_The problem_
State how many lines in the following entries hold the word "Bunster". The reply is that number only.

*** Opening of Data supplied ***

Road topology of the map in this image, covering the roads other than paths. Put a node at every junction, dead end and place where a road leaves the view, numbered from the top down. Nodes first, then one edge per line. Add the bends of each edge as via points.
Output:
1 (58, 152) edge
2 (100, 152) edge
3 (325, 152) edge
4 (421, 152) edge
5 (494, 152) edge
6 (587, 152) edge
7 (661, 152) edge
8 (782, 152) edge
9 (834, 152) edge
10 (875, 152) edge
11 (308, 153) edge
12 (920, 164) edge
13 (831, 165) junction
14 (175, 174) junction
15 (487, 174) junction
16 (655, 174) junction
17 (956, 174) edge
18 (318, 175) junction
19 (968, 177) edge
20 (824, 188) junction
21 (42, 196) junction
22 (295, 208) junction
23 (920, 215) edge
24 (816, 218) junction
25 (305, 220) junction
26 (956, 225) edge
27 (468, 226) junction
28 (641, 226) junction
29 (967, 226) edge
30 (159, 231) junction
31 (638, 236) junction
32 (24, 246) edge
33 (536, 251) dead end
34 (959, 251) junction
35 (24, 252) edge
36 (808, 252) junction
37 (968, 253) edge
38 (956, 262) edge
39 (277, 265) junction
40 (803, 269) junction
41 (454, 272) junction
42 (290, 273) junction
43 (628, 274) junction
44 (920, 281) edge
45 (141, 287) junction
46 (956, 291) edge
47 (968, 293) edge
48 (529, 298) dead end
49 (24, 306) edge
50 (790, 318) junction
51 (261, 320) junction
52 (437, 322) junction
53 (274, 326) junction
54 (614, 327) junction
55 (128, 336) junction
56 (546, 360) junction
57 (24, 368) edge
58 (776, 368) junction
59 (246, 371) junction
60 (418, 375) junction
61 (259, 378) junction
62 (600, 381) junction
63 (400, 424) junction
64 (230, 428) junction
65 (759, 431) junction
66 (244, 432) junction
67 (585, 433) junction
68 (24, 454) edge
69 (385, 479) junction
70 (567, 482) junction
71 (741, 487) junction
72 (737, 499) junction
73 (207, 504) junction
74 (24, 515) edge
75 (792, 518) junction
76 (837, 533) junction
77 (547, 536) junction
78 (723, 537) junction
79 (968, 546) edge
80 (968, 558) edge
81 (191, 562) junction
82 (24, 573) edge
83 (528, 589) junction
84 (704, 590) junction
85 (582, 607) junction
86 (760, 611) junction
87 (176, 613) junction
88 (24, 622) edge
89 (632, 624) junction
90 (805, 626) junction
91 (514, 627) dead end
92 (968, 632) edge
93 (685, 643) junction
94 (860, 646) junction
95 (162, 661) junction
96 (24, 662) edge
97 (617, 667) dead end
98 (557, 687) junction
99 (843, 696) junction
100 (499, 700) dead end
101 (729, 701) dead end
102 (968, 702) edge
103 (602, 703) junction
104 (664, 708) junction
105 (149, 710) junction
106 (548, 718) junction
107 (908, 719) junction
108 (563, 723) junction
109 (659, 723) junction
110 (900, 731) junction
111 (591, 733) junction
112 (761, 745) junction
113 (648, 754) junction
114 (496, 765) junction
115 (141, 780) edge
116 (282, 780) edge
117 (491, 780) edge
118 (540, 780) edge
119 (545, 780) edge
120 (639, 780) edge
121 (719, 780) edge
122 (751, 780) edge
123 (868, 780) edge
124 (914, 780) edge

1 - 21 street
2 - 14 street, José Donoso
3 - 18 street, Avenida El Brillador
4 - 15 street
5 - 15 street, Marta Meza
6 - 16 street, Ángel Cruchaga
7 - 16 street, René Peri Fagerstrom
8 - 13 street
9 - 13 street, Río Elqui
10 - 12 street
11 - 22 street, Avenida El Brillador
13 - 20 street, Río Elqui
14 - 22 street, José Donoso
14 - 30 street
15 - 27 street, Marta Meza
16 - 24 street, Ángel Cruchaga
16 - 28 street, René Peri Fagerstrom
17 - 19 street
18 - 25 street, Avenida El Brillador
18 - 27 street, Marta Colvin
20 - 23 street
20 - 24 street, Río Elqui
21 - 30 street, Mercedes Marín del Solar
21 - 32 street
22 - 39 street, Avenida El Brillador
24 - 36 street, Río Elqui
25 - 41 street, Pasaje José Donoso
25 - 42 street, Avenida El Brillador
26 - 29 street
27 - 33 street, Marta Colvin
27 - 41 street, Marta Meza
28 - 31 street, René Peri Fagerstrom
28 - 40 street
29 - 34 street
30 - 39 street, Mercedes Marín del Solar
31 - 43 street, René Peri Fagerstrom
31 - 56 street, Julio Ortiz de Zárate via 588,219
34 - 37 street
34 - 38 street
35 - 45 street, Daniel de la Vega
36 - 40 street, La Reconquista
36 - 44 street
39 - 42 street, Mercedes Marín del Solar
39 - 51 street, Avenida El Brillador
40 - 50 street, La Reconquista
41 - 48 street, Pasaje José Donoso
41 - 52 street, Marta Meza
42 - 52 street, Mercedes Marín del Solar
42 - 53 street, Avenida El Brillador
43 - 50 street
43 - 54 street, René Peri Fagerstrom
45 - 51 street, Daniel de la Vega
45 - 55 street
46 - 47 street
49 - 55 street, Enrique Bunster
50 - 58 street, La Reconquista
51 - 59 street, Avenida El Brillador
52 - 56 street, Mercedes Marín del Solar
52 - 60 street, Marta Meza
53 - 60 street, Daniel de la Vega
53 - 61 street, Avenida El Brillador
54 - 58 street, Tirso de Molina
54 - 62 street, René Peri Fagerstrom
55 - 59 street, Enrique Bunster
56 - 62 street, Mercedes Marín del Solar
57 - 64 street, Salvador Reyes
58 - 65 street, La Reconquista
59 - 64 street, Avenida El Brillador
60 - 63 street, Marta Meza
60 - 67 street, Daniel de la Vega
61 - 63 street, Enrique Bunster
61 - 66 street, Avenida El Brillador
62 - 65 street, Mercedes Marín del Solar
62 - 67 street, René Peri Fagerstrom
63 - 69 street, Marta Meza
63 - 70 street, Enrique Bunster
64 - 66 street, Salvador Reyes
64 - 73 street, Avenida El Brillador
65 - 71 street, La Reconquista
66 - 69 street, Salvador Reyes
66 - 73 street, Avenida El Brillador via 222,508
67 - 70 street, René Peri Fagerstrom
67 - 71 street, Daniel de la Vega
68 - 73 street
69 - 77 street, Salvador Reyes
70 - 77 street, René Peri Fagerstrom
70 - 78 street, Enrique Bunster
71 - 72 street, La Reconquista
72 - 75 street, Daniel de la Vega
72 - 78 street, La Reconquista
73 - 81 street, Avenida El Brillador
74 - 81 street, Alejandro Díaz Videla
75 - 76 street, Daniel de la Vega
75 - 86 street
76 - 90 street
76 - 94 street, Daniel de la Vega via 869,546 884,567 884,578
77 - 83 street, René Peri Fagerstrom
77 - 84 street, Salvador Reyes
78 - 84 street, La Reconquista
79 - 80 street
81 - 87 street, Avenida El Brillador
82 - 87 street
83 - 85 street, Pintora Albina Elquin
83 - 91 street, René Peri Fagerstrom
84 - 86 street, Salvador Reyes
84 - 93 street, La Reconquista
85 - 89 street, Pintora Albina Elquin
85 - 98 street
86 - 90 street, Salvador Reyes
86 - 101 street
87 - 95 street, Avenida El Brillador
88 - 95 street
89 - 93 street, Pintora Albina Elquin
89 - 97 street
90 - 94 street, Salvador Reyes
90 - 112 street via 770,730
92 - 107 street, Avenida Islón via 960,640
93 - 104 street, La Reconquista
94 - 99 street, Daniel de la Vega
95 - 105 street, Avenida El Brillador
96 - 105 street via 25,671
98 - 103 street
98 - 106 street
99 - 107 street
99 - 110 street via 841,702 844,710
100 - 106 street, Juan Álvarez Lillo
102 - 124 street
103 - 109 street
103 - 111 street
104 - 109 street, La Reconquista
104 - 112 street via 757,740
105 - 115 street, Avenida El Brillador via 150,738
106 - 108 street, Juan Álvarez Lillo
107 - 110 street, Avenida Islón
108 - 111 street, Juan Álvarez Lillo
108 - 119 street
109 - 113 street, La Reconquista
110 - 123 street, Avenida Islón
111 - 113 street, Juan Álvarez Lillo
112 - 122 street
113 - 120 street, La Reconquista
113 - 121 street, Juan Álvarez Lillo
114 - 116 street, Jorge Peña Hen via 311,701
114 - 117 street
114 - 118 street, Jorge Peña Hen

*** Close of Data supplied ***

_Solution_
5